|Publication number||US4772012 A|
|Application number||US 06/915,063|
|Publication date||Sep 20, 1988|
|Filing date||Oct 3, 1986|
|Priority date||Oct 3, 1986|
|Publication number||06915063, 915063, US 4772012 A, US 4772012A, US-A-4772012, US4772012 A, US4772012A|
|Inventors||Stephen P. Chesher|
|Original Assignee||The Christine M. Kleinert Institute For Hand And Micro-Surgery, Inc.|
|Export Citation||BiBTeX, EndNote, RefMan|
|Patent Citations (9), Non-Patent Citations (18), Referenced by (35), Classifications (7), Legal Events (5)|
|External Links: USPTO, USPTO Assignment, Espacenet|
This invention relates to a dynamic splint in the management of tendon repairs of injured fingers.

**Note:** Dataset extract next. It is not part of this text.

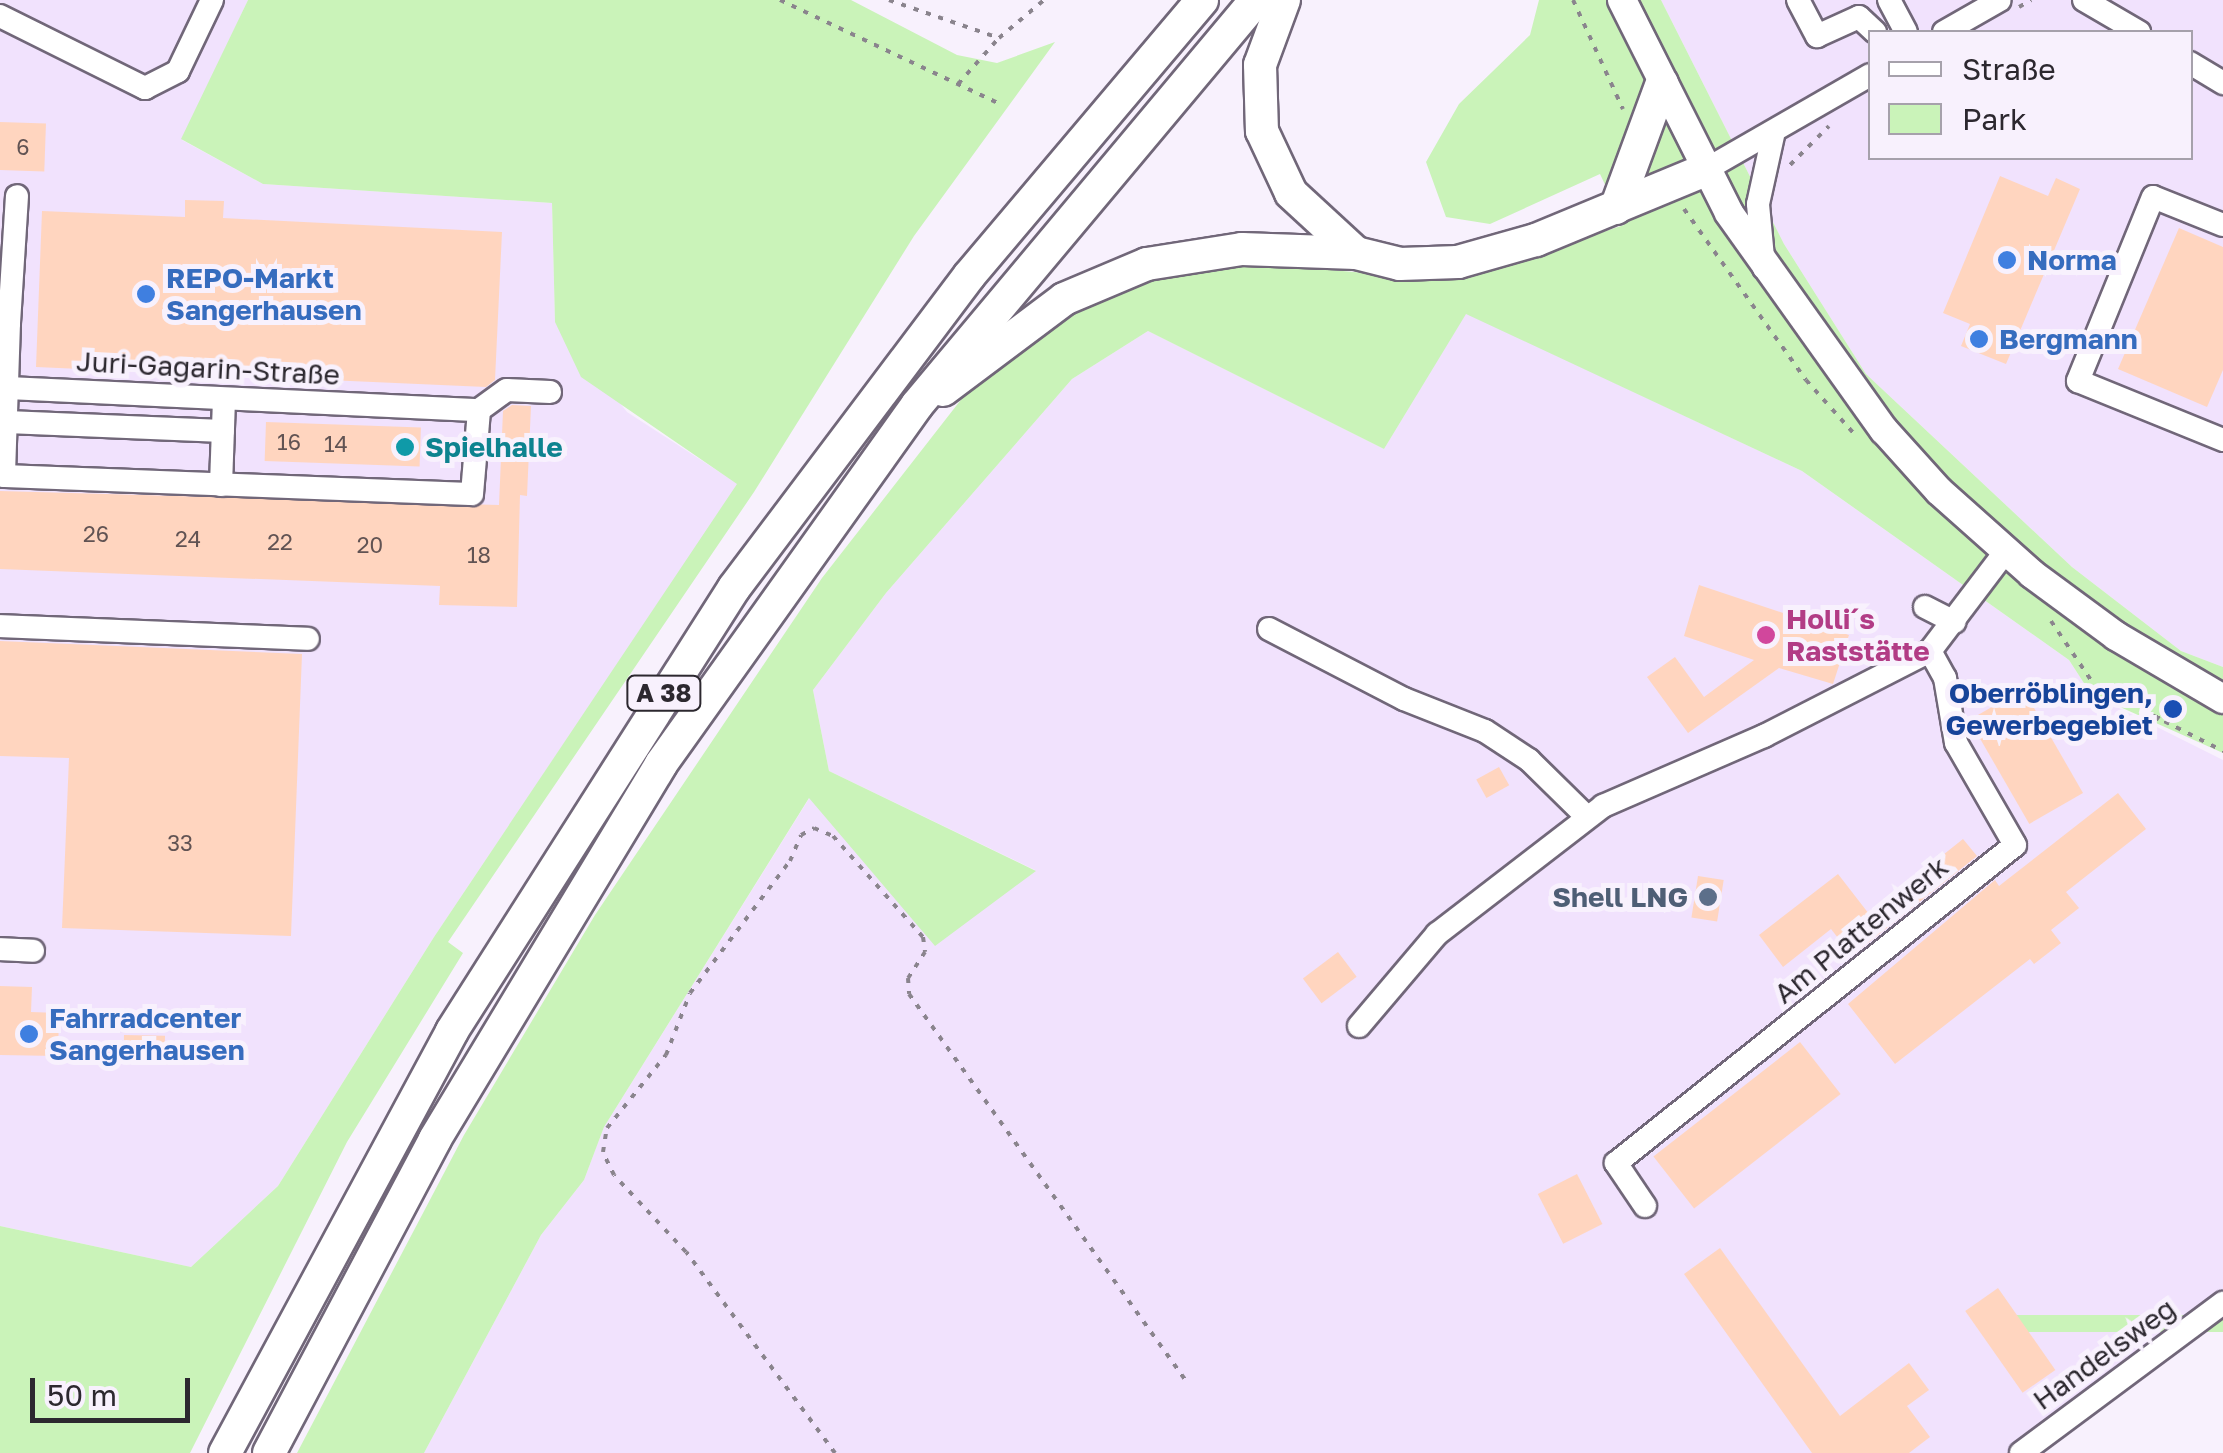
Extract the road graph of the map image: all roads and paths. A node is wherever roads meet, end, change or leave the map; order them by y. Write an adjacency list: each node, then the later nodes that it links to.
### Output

Management of tendon injuries presents a continuing dilemma. While it is essential to protect the repaired tendon, immobilization will increase the possibility of adhesion formation. Since the tendons are encased in a synovial sheath, it is the job of the surgeon to repair not only the tendon, but the sheath. If adhesions occur between the tendon and the sheath, or in some cases between adjacent tendons, the postoperative movement of the finger throughout its full range will be lost. As early as 1918, Bunnell ("Repair of Tendons in the Fingers and the Descriptions of Two New Instruments," Surg. Gynecol. Obstet., 126:103-110, 1918) advocated the primary suture of freshly-cut tendons with preservation of the sheath and pulleys, followed by a moderate amount of intermittent movement. This intention, so precisely stated over sixty years ago, remains the objective today. The goal is to provide for the sutured tendon, during its repair and afterwards, a smooth, gliding surface in the synovial sheath and in the pulleys. Controlled movement of the finger following surgery tends to prevent adhesion formation between the tendon and the synovial sheath. Nevertheless, if too much tension is placed on the finger during the postoperative exercise, there is the possibility of tendon rupture. This is to be avoided.

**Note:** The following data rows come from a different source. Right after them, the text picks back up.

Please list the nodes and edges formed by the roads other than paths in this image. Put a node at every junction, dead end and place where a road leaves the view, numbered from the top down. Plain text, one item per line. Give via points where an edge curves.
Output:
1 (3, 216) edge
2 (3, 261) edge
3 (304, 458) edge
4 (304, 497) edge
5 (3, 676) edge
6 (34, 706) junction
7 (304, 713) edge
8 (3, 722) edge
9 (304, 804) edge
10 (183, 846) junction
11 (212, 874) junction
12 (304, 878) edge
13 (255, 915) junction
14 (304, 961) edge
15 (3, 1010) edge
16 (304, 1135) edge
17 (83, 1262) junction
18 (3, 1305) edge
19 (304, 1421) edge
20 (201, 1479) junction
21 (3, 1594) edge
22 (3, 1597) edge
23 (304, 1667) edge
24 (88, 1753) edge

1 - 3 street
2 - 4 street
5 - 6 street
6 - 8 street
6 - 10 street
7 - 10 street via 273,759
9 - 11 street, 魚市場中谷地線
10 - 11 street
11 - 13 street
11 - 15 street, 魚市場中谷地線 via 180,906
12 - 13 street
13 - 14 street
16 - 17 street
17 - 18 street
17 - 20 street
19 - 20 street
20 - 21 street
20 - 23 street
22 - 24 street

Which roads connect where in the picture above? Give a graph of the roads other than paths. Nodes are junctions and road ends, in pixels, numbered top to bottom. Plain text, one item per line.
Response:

The prior art of which applicant is aware is as follows:
1. Becker, H. and Hardy, M., "A Constant Tension Dynamic Splint." Plastic and Reconstructive Surgery, Vol. 66, No. 1, pp. 148-150, 1980.
2. Slattery, P. G. and McGrouther, D. A., "A Modified Kleinert Controlled Mobilization Splint Following Flexor Tendon Repair." Journal of Hand Surgery, Vol. 9-B, No. 2, pp. 217-218, 1984.
3. Tonkin, M. and Lister, G., "Flexor Tendon Surgery-Today and Looking Ahead." Clinics in Plastic Surgery, Vol. 13, l No. 4, pp. 221-241, 1986.
4. "Orthese de la Main." Five pages. Scomac, St. Etienne, France. R. C. 73 B 16, undated.
This invention relates to the provision of a modified Kleinert splint alluded to in the Tonkin, et al article. The splint consists of a supportive brace member, comprising a flexible body portion and a rectangular stiffening metal plate. Mounted on the metal plate at its base is a spiral torsion spring case, containing spiral torsion springs, each spring having one anchoring arm anchored to the end of the case and a work arm extending out of the case. The work arm is mounted for an arc-like movement at essentially 90° from the central axis of the spring. Attached to the work arms of the spring forming the tensioning device is a rubber band, trained under a roller, again mounted on a bracket, containing two arm members supported on spiral torsion springs. The distal end of the rubber band is attached to a connecting member to the distal portion of the finger, such as a nail plate, a strap or the like. The use of this device allows for full digit extension, with a much reduced workload to that of the Kleinert splint. This allows for a full range of extension and flexion of the digit during recuperation, without danger of firing of the muscle controlling the tendon and a concomitant rupture of the sutured tendon.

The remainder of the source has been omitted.